Der wichtige Punkt ist die Transaktion. Lokaler Zustand und Queue-Eintrag werden zusammen gespeichert. Wenn nur die Aufgabe geändert wird, aber kein Queue-Eintrag entsteht, verliert die App die spätere Synchronisation. Wenn nur der Queue-Eintrag entsteht, aber die lokale UI den neuen Zustand nicht kennt, fühlt sich die App träge oder widersprüchlich an.

Der Sync-Prozess liest pending writes aus der Datenbank, markiert einen Eintrag als inProgress und sendet ihn an die API. Bei Erfolg wird der Eintrag als synced markiert oder gelöscht. Bei einem Netzwerkfehler wird retryCount erhöht und der Eintrag wieder auf pending gesetzt.
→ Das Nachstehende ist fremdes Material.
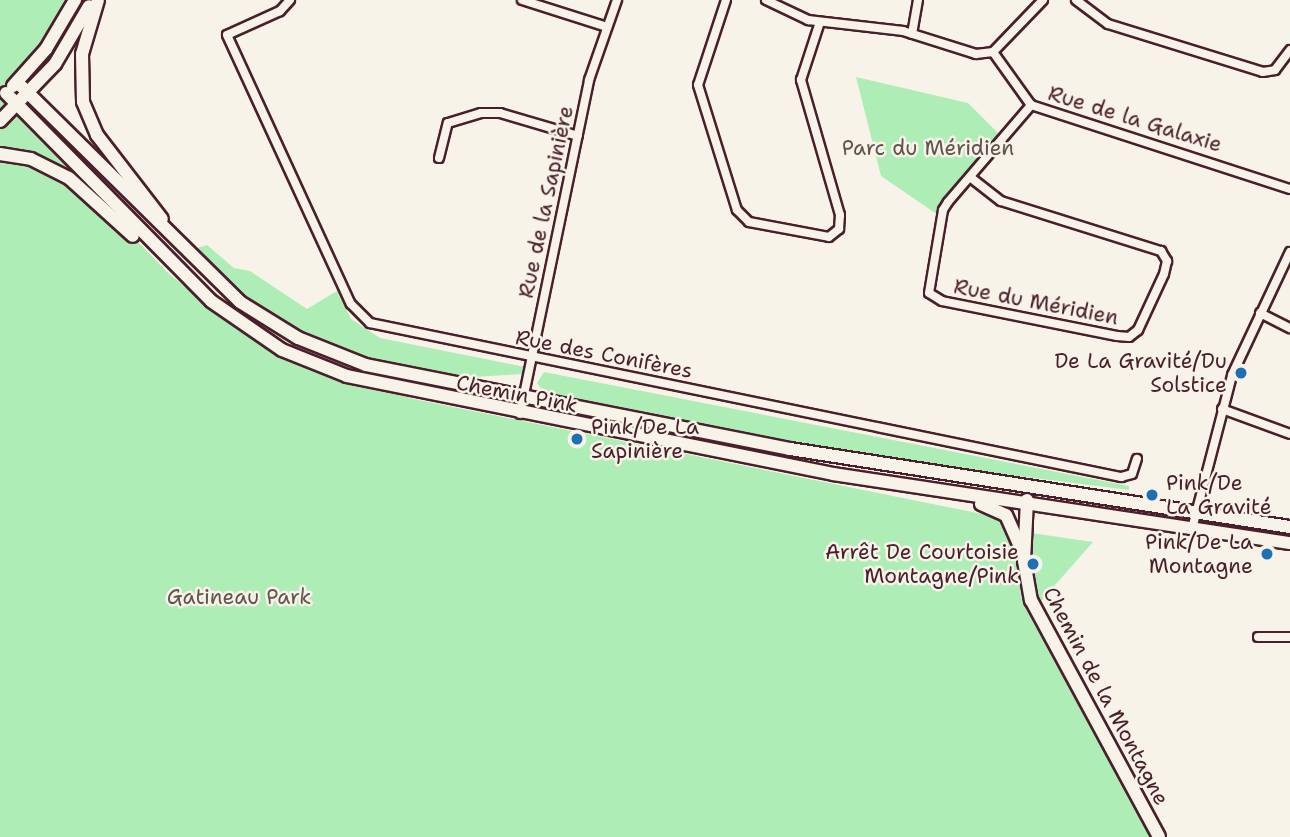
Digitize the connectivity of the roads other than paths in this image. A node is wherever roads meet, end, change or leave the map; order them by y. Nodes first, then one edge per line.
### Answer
1 (75, 0) edge
2 (91, 0) edge
3 (98, 0) edge
4 (290, 0) edge
5 (522, 0) edge
6 (617, 0) edge
7 (726, 0) edge
8 (766, 0) edge
9 (918, 0) edge
10 (1043, 0) edge
11 (1076, 0) edge
12 (820, 22) junction
13 (607, 27) junction
14 (912, 34) junction
15 (1290, 50) edge
16 (993, 52) junction
17 (17, 82) junction
18 (29, 93) junction
19 (3, 96) edge
20 (18, 105) junction
21 (1031, 105) junction
22 (0, 121) edge
23 (578, 136) junction
24 (0, 154) edge
25 (439, 158) dead end
26 (970, 177) junction
27 (1290, 189) edge
28 (1290, 252) edge
29 (187, 254) junction
30 (178, 272) junction
31 (1260, 313) junction
32 (1290, 328) edge
33 (531, 357) junction
34 (524, 397) junction
35 (1222, 409) junction
36 (520, 414) junction
37 (1290, 434) edge
38 (1137, 459) dead end
39 (833, 474) junction
40 (1029, 488) junction
41 (1026, 506) junction
42 (1195, 513) junction
43 (1290, 527) edge
44 (1192, 529) junction
45 (1290, 543) edge
46 (1024, 561) junction
47 (1258, 637) dead end
48 (1290, 637) edge
49 (1159, 837) edge

1 - 17 main road
2 - 18 main road
3 - 29 main road
4 - 33 street, Rue des Conifères
5 - 13 street
6 - 13 street, Rue de la Sapinière
7 - 12 street
8 - 12 street
9 - 14 street
10 - 16 street
11 - 15 street
12 - 14 street
13 - 23 street, Rue de la Sapinière
14 - 16 street
16 - 21 street, Rue de la Galaxie
17 - 18 main road, Chemin Pink
17 - 19 main road
18 - 20 main road
18 - 29 main road, Chemin Pink
19 - 20 main road, Chemin Pink
20 - 22 main road
20 - 30 main road, Chemin Pink
21 - 26 street, Rue du Méridien
21 - 27 street, Rue de la Galaxie
23 - 25 street
23 - 33 street, Rue de la Sapinière
24 - 30 main road
26 - 26 street, Rue du Méridien
28 - 31 street
29 - 34 main road, Chemin Pink
30 - 36 main road, Chemin Pink
31 - 32 street
31 - 35 street
33 - 34 street, Rue de la Sapinière
33 - 38 street, Rue des Conifères
34 - 36 street, Rue de la Sapinière
34 - 40 main road, Chemin Pink
35 - 37 street
35 - 42 street
36 - 39 main road, Chemin Pink
39 - 41 main road, Chemin Pink
39 - 46 main road
40 - 41 main road, Chemin de la Montagne
40 - 42 main road, Chemin Pink
41 - 44 main road, Chemin Pink
41 - 46 main road, Chemin de la Montagne
42 - 43 main road, Chemin Pink
42 - 44 street
44 - 45 main road, Chemin Pink
46 - 49 main road, Chemin de la Montagne
47 - 48 street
Bei einem fachlichen Fehler, etwa „Aufgabe existiert nicht mehr“, sollte der Eintrag nicht endlos wiederholt werden. Dann brauchst du eine klare Fehlerbehandlung: lokal zurückrollen, Nutzer informieren oder einen Konfliktzustand speichern.

Eine praktische Entscheidungsregel lautet: Speichere nie nur den aktuellen Screen-Zustand, wenn du eine spätere Serveraktion brauchst. Speichere eine konkrete Operation mit stabiler ID. „Task 42 ist erledigt“ kann als Zustand reichen, solange die Server-API genau diesen Zustand setzen kann. „Kommentar mit Text X wurde erstellt“ braucht dagegen eine clientseitige Kommentar-ID, damit ein Retry keinen zweiten Kommentar erzeugt.

Eine typische Stolperfalle ist die doppelte Ausführung. Viele Lernende starten bei jeder App-Öffnung, jedem Button-Klick und jeder Netzwerkänderung einen Sync. Wenn diese Läufe parallel dieselben pending writes lesen, entstehen doppelte Requests oder unklare Statuswechsel. Verhindere das durch Datenbankstatus, eindeutige IDs und eine Sync-Implementierung, die Einträge atomar reserviert. In Code-Reviews solltest du gezielt fragen: Kann derselbe Queue-Eintrag gleichzeitig von zwei Stellen gesendet werden?

Eine zweite Stolperfalle ist zu frühes Löschen. Lösche einen pending write erst, wenn du eine eindeutige Bestätigung vom Server hast oder sicher weißt, dass die Operation nicht mehr gesendet werden darf. Ein bloßer Start des Requests reicht nicht. Android-Prozesse können beendet werden, Funkverbindungen wechseln, und HTTP-Aufrufe können in unklaren Zuständen enden.

Beim Testen kannst du mit Fake-APIs arbeiten. Simuliere „kein Netz“, „Timeout beim ersten Versuch“, „Erfolg beim zweiten Versuch“ und „dauerhafter 400-Fehler“. Prüfe danach die Datenbank: Bleibt der pending write erhalten? Wird retryCount korrekt erhöht? Verschwindet der Eintrag nach Erfolg? Sieht die UI den lokalen Zustand sofort? Diese Tests sind wertvoller als ein einzelner Happy-Path-Test mit stabiler Verbindung.

Fazit

Eine Offline Write Queue ist ein kleines, aber entscheidendes Bauteil für verlässliche Offline-First-Apps: Du speicherst Nutzeraktionen als pending writes, synchronisierst sie später kontrolliert und behandelst Retry als geplanten Teil deiner Architektur. Prüfe dein Verständnis praktisch, indem du in einer Beispiel-App eine Schreibaktion offline ausführst, den Prozess beendest, die App neu startest und dann den Sync mit Debugger oder Tests verfolgst. Achte besonders darauf, ob die Queue nach Fehlern korrekt weiterlebt, ob erfolgreiche Einträge sauber verschwinden und ob ein Retry keine doppelten Serveränderungen erzeugt.